- **DIRECTIONS FOR THIS TASK**: Pick every line out of the entries below that holds the string "main", and report them.

- **GIVEN RECORDS**:
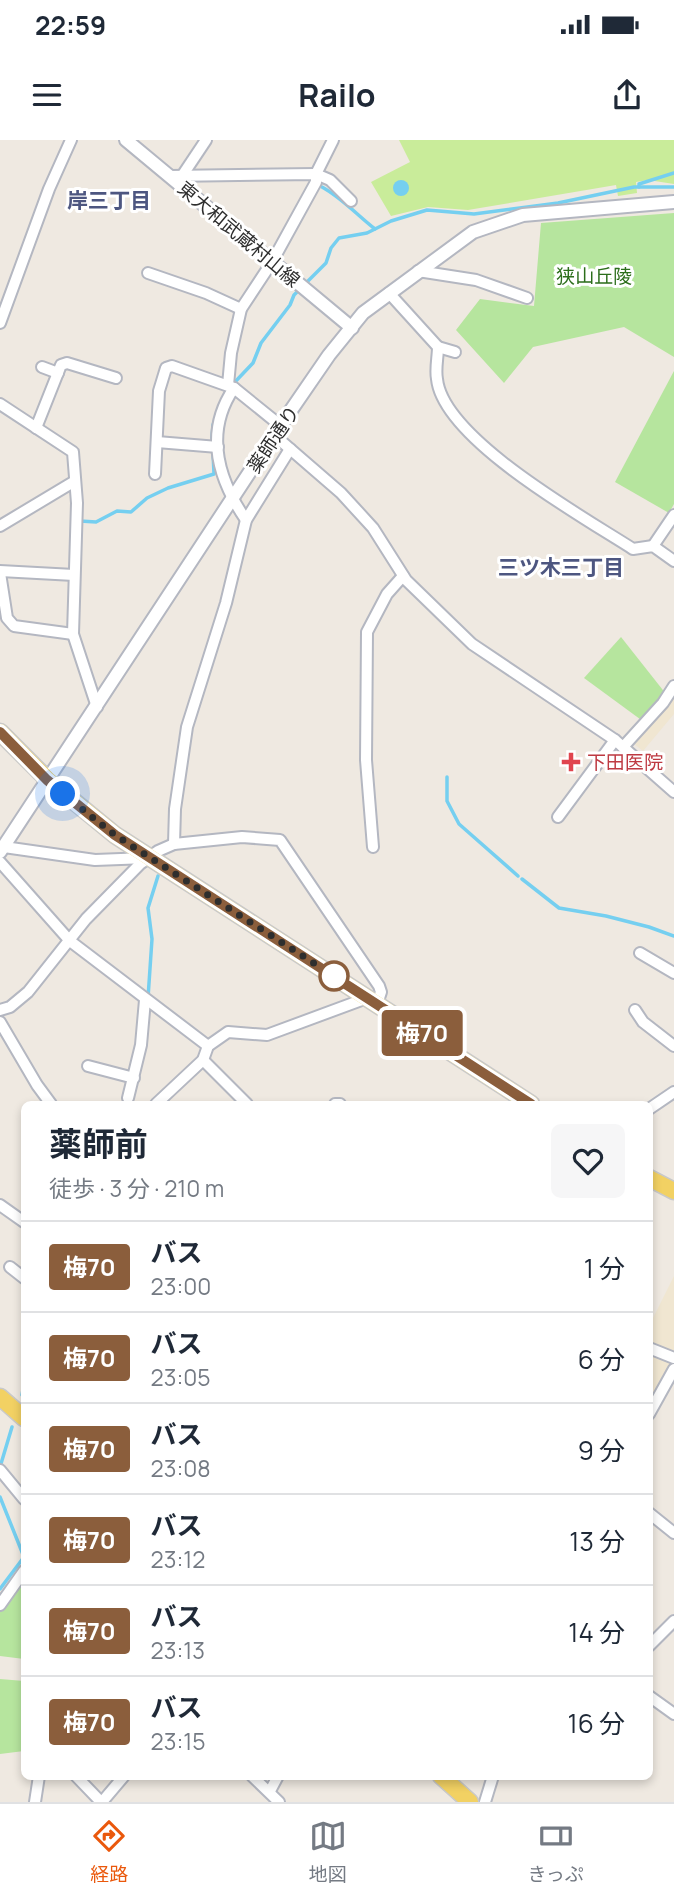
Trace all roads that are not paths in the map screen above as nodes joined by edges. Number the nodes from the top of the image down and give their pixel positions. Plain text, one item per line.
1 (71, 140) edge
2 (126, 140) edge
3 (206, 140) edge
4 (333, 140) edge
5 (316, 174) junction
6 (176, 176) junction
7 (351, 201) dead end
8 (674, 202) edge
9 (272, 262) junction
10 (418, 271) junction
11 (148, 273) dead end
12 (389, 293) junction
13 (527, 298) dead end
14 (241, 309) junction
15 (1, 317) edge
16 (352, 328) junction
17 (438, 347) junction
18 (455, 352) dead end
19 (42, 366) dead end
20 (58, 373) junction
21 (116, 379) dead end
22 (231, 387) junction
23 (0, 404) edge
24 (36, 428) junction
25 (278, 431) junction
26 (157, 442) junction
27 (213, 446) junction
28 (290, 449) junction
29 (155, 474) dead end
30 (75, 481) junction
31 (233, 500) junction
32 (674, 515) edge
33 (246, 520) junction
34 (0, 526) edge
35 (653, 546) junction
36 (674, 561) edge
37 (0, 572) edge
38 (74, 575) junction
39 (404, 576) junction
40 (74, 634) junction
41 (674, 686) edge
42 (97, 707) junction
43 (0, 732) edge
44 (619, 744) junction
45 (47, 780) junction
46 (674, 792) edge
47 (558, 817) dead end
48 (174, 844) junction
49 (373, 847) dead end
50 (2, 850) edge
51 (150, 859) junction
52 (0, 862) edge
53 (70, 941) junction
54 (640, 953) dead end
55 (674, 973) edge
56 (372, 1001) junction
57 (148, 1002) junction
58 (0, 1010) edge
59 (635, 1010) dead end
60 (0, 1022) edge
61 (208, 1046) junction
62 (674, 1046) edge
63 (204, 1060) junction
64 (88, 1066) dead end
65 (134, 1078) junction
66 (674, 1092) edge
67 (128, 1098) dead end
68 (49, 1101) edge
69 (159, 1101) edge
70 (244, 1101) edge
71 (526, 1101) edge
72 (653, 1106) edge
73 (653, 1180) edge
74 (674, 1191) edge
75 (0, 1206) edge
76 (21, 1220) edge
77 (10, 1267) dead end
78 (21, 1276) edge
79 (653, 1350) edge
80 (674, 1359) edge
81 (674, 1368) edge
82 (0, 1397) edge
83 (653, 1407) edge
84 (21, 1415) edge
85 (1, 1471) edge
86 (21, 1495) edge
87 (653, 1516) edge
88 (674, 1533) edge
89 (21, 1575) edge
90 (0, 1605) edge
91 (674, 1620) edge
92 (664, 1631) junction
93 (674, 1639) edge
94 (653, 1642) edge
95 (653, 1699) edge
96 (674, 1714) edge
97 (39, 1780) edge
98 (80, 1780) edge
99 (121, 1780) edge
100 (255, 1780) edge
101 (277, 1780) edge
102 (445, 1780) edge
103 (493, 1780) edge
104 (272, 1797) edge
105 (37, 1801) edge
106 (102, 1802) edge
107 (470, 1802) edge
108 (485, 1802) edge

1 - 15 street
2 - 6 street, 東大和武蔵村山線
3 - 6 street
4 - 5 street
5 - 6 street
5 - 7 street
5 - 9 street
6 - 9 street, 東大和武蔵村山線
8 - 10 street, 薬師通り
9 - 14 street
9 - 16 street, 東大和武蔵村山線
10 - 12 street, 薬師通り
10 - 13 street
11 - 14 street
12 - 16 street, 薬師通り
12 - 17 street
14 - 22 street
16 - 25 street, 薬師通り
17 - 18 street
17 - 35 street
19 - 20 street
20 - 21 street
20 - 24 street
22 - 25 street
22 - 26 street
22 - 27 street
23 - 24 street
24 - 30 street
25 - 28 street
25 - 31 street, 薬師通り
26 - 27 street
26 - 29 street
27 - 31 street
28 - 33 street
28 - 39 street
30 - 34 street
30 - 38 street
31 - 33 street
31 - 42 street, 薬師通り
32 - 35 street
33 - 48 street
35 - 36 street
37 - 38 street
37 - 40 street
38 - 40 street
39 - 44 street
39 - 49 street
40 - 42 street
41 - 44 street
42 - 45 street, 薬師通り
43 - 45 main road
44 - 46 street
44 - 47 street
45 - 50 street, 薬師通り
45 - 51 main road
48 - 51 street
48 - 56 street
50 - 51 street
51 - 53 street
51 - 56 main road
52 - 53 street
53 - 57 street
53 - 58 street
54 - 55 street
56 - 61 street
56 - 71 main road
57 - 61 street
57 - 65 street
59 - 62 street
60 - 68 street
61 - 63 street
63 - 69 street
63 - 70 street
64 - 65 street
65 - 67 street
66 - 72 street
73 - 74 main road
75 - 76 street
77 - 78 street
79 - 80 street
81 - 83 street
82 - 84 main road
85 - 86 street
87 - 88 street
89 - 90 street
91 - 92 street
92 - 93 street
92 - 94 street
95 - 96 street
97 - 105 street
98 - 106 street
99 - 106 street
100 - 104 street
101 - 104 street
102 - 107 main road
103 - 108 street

- **REPLY TO THE TASK**:
43 - 45 main road
45 - 51 main road
51 - 56 main road
56 - 71 main road
73 - 74 main road
82 - 84 main road
102 - 107 main road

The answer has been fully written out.